Abstract

The dynamic alterations in the cardiac extracellular matrix following myocardial infarction not only determine the mechanical properties of the infarcted heart, but also directly modulate the inflammatory and reparative response. During the inflammatory phase of healing, rapid activation of Matrix Metalloproteinases (MMP) causes degradation of the cardiac extracellular matrix. Matrix fragments exert potent pro-inflammatory actions, while MMPs process cytokines and chemokines altering their biological activity. In addition, vascular hyperpermeability results in extravasation of fibronectin and fibrinogen leading to formation of a plasma-derived provisional matrix that serves as a scaffold for leukocyte infiltration.

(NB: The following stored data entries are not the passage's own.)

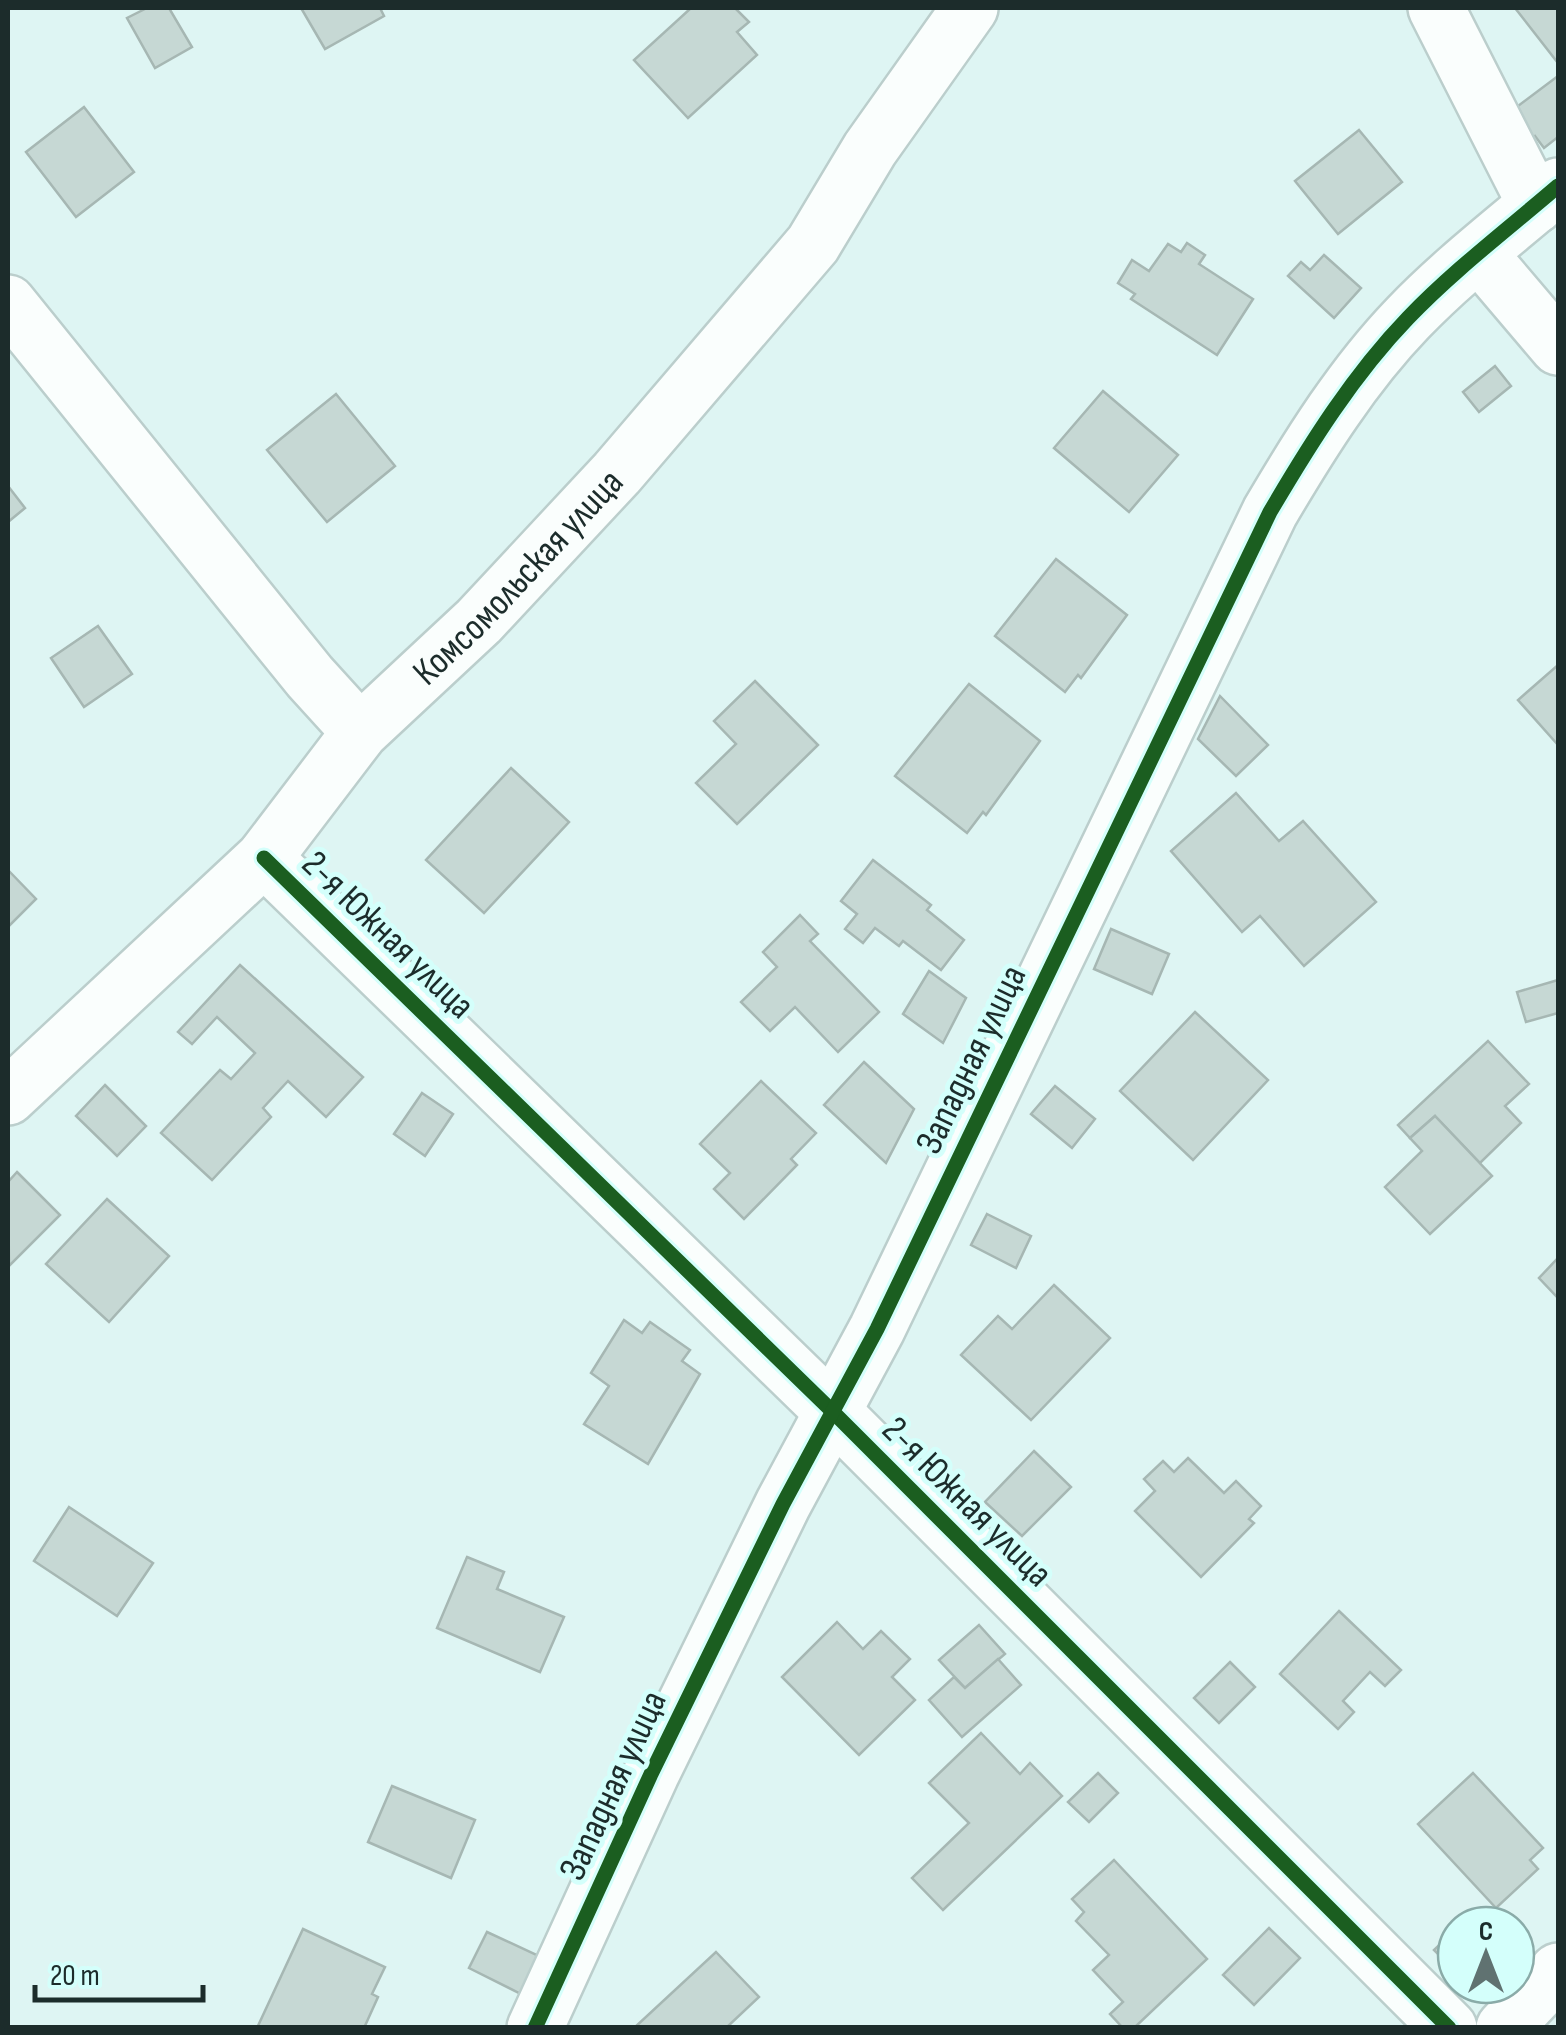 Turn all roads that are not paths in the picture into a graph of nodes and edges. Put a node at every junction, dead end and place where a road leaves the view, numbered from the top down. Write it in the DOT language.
graph roads {
  1 [pos="970,8"];
  2 [pos="1436,8"];
  3 [pos="1548,195"];
  4 [pos="1479,254"];
  5 [pos="8,303"];
  6 [pos="1558,348"];
  7 [pos="360,732"];
  8 [pos="264,858"];
  9 [pos="8,1097"];
  10 [pos="832,1411"];
  11 [pos="1558,1971"];
  12 [pos="535,2028"];
  13 [pos="1449,2028"];
  14 [pos="1504,2028"];
  1 -- 7 [label="street, Комсомольская улица"];
  2 -- 3 [label="street"];
  3 -- 4 [label="street, Западная улица"];
  4 -- 6 [label="street"];
  4 -- 10 [label="street, Западная улица"];
  5 -- 7 [label="street"];
  7 -- 8 [label="street, Комсомольская улица"];
  8 -- 9 [label="street, Комсомольская улица"];
  8 -- 10 [label="street, 2-я Южная улица"];
  10 -- 12 [label="street, Западная улица"];
  10 -- 13 [label="street, 2-я Южная улица"];
  11 -- 14 [label="street"];
}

Clearance of the infarct from dead cells and matrix debris is essential for resolution of inflammation and marks the transition to the proliferative phase. The fibrin-based provisional matrix is lysed and cellular fibronectin is secreted. ED-A fibronectin, mechanical tension and Transforming Growth Factor (TGF)-β are essential for modulation of fibroblasts into myofibroblasts, the main collagen-secreting cells in the wound. The matricellular proteins thrombospondin-1 and -2, osteopontin, tenascin-C, periostin, and secreted protein acidic and rich in cysteine (SPARC) are induced in the infarct regulating cellular interactions and promoting matrix organization. As the infarct matures, matrix cross-linking results in formation of a dense collagen-based scar. At this stage, shielding of fibroblasts from external mechanical tension by the mature matrix network may promote deactivation and cellular quiescence. The components of the extracellular matrix do not passively follow the pathologic alterations of the infarcted heart but critically modulate inflammatory and reparative pathways by transducing signals that affect cell survival, phenotype and gene expression.